Schéma représentant la première conjecture de la physique terrestre rétivienne (par LL)

La terre, enrichie par les dépouilles des espèces inférieures, constitue la matrice adéquate au développement des germes des espèces supérieures. Rétif confirme l’existence passée des géants et des chimères, en développant une idée qu’il a trouvée dans l’« Histoire du Castor » de Buffon : les variétés européennes du rongeur ont dégénéré sous le règne d’une espèce humaine imposant sa supériorité. La thèse permet de reconstituer, par récurrence, l’ensemble de l’histoire politique de la nature. Lorsque les singes sont apparus, ils ont tenu le « sceptre de l’animalité », jusqu’à ce que les hommes aient pris le pouvoir. Puis les germes des Géants se sont développés à la surface d’une terre enrichie par les dépouilles des humains, qui à leur tour ont perdu le sceptre. Réduit à la bestialité, l’homme s’est accouplé avec les autres animaux, tout en cherchant à obtenir les faveurs des femelles de l’espèce dominante, comme s’y essaie aujourd’huile singe avec les femmes africaines (hypothèse répandue du temps de Rétif). Enfin, des conditions climatiques, nutritives ou politiques, ont entraîné l’extinction des Géants, dont on découvre encore des restes fossiles. En attendant de connaître le même sort, les hommes ont exterminé les traces de leur ancienne bestialité.

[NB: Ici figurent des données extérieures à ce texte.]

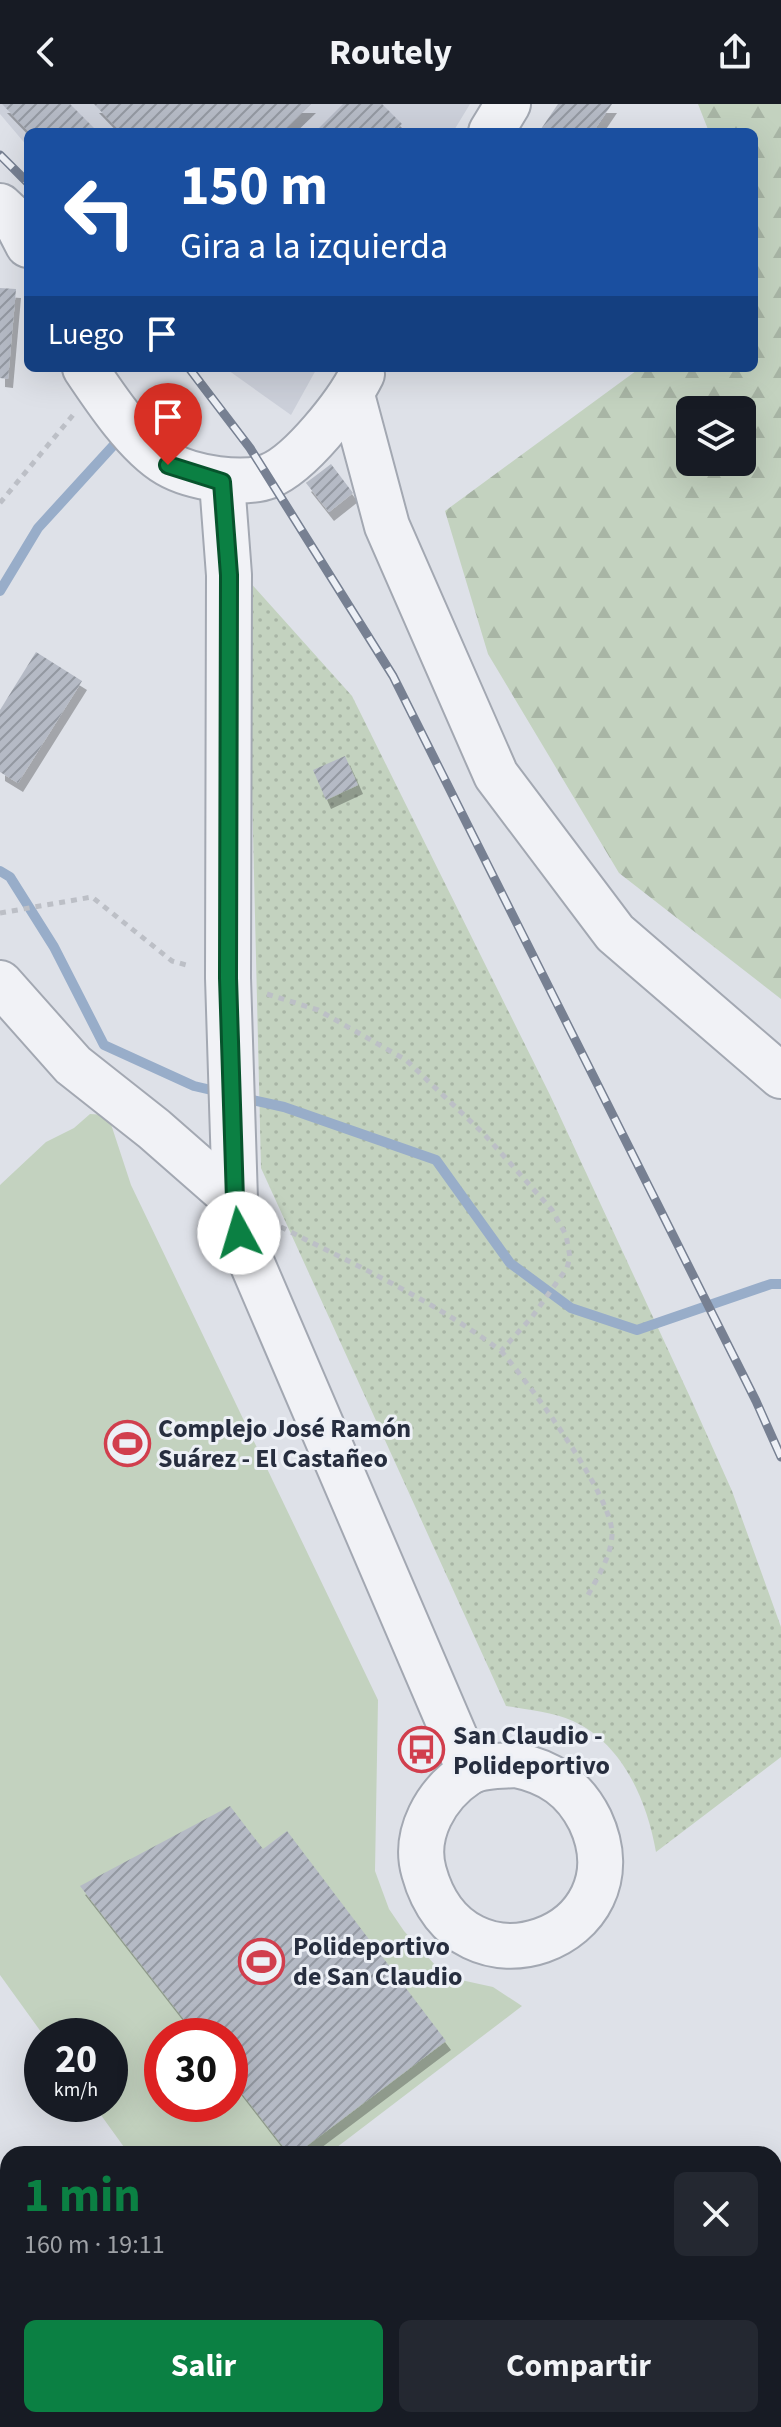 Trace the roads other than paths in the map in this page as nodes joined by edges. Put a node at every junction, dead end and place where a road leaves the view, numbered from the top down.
1 (508, 104) edge
2 (493, 128) edge
3 (0, 206) edge
4 (24, 237) edge
5 (359, 381) edge
6 (107, 400) edge
7 (222, 482) junction
8 (0, 983) edge
9 (781, 1076) edge
10 (235, 1200) junction
11 (470, 1772) junction

1 - 2 street
3 - 4 street
5 - 7 street
5 - 9 street
6 - 7 street
7 - 10 street
8 - 10 street
10 - 11 street
11 - 11 street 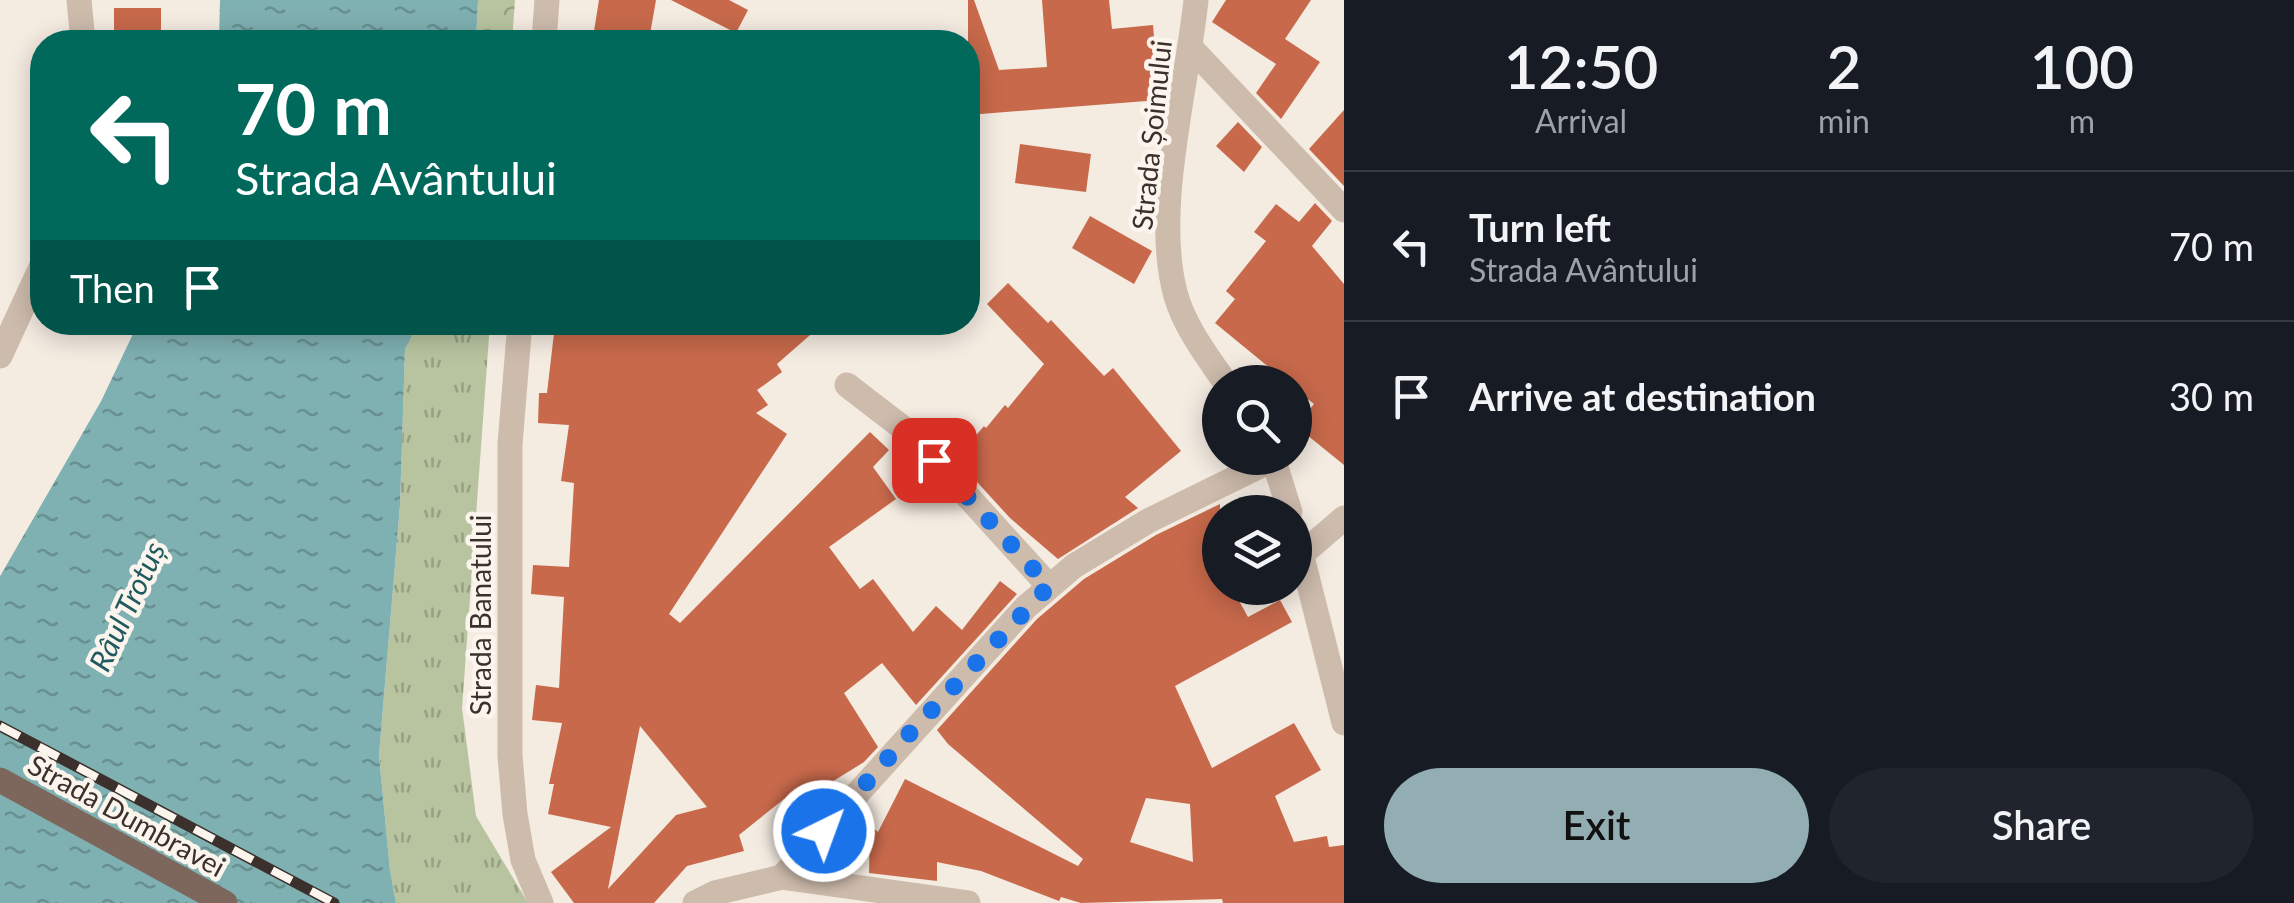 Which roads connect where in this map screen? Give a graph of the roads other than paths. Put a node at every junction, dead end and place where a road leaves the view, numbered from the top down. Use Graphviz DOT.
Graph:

C’est cette conjecture qui s’intègre le mieux dans la théorie cosmologique. Les espèces disparaissent dans l’ordre inverse de leur apparition. À la fin du cycle, tout retombe en « Dieu, dissolvant général de toute la nature » (§ 294, p. 350). Rétif a utilisé les fables, Buffon et Delamétherie, conservé les avantages du créationnisme fixiste (l’espèce humaine séparée des autres animaux), tout en maintenant le métissage et une évolution de la Nature, cyclique et réversible.

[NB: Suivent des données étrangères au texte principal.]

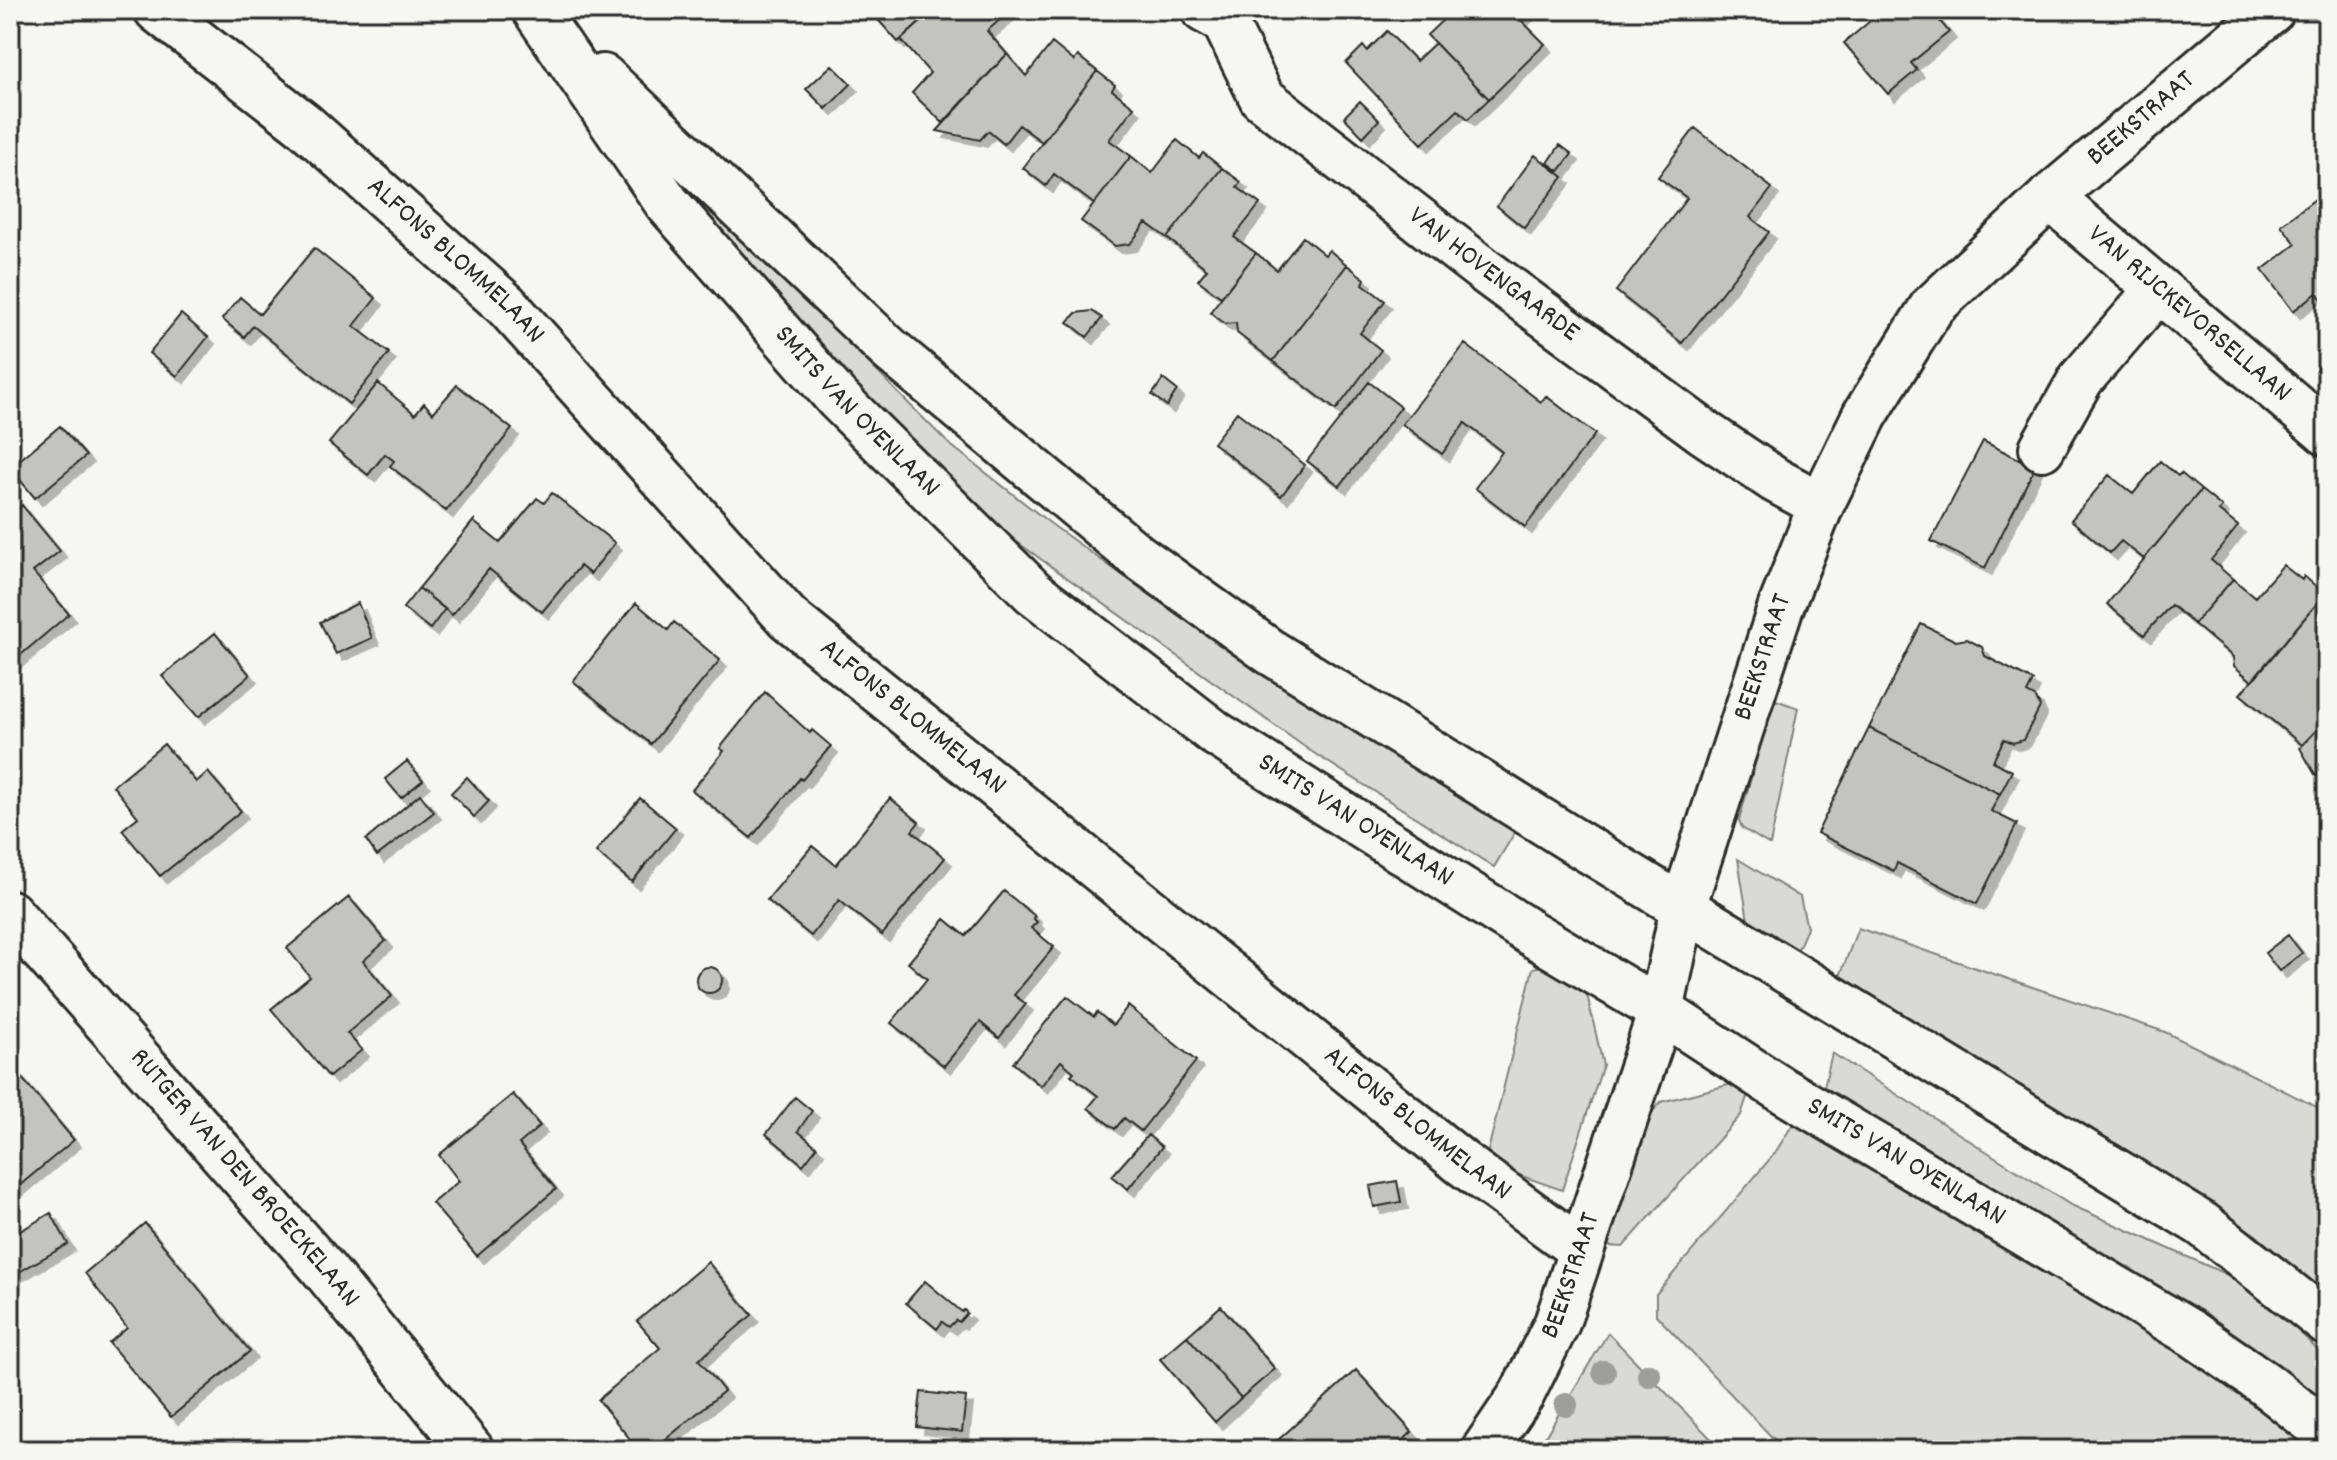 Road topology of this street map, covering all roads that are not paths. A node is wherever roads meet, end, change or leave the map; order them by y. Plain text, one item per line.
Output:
1 (157, 10) edge
2 (2272, 10) edge
3 (1226, 14) edge
4 (540, 16) edge
5 (2050, 197) junction
6 (2158, 290) junction
7 (2327, 433) edge
8 (2042, 448) dead end
9 (1821, 505) junction
10 (1683, 907) junction
11 (10, 913) edge
12 (1661, 1011) junction
13 (1581, 1250) junction
14 (2327, 1323) edge
15 (2327, 1433) edge
16 (471, 1450) edge
17 (1484, 1450) edge

1 - 13 street, ALFONS BLOMMELAAN
2 - 5 street, BEEKSTRAAT
3 - 9 street, VAN HOVENGAARDE
4 - 10 street, SMITS VAN OYENLAAN
4 - 12 street, SMITS VAN OYENLAAN
5 - 6 street, VAN RIJCKEVORSELLAAN
5 - 9 street, BEEKSTRAAT
6 - 7 street, VAN RIJCKEVORSELLAAN
6 - 8 street
9 - 10 street, BEEKSTRAAT
10 - 12 street, BEEKSTRAAT
10 - 14 street, SMITS VAN OYENLAAN
11 - 16 street, RUTGER VAN DEN BROECKELAAN
12 - 13 street, BEEKSTRAAT
12 - 15 street, SMITS VAN OYENLAAN
13 - 17 street, BEEKSTRAAT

La seconde conjecture s’intègre plus difficilement dans la cosmogonie. Elle développe l’idée de perfectionnement irréversible de l’animalité de La découverte australe. Les animaux marins les plus simples, issus des végétaux, ont donné des poissons évolués, puis des amphibies. Plusieurs embranchements sont apparus et, finalement, l’homme descend du singe.

schéma 3

Schéma représentant la seconde conjecture de la physique terrestre rétivienne (par L.L.)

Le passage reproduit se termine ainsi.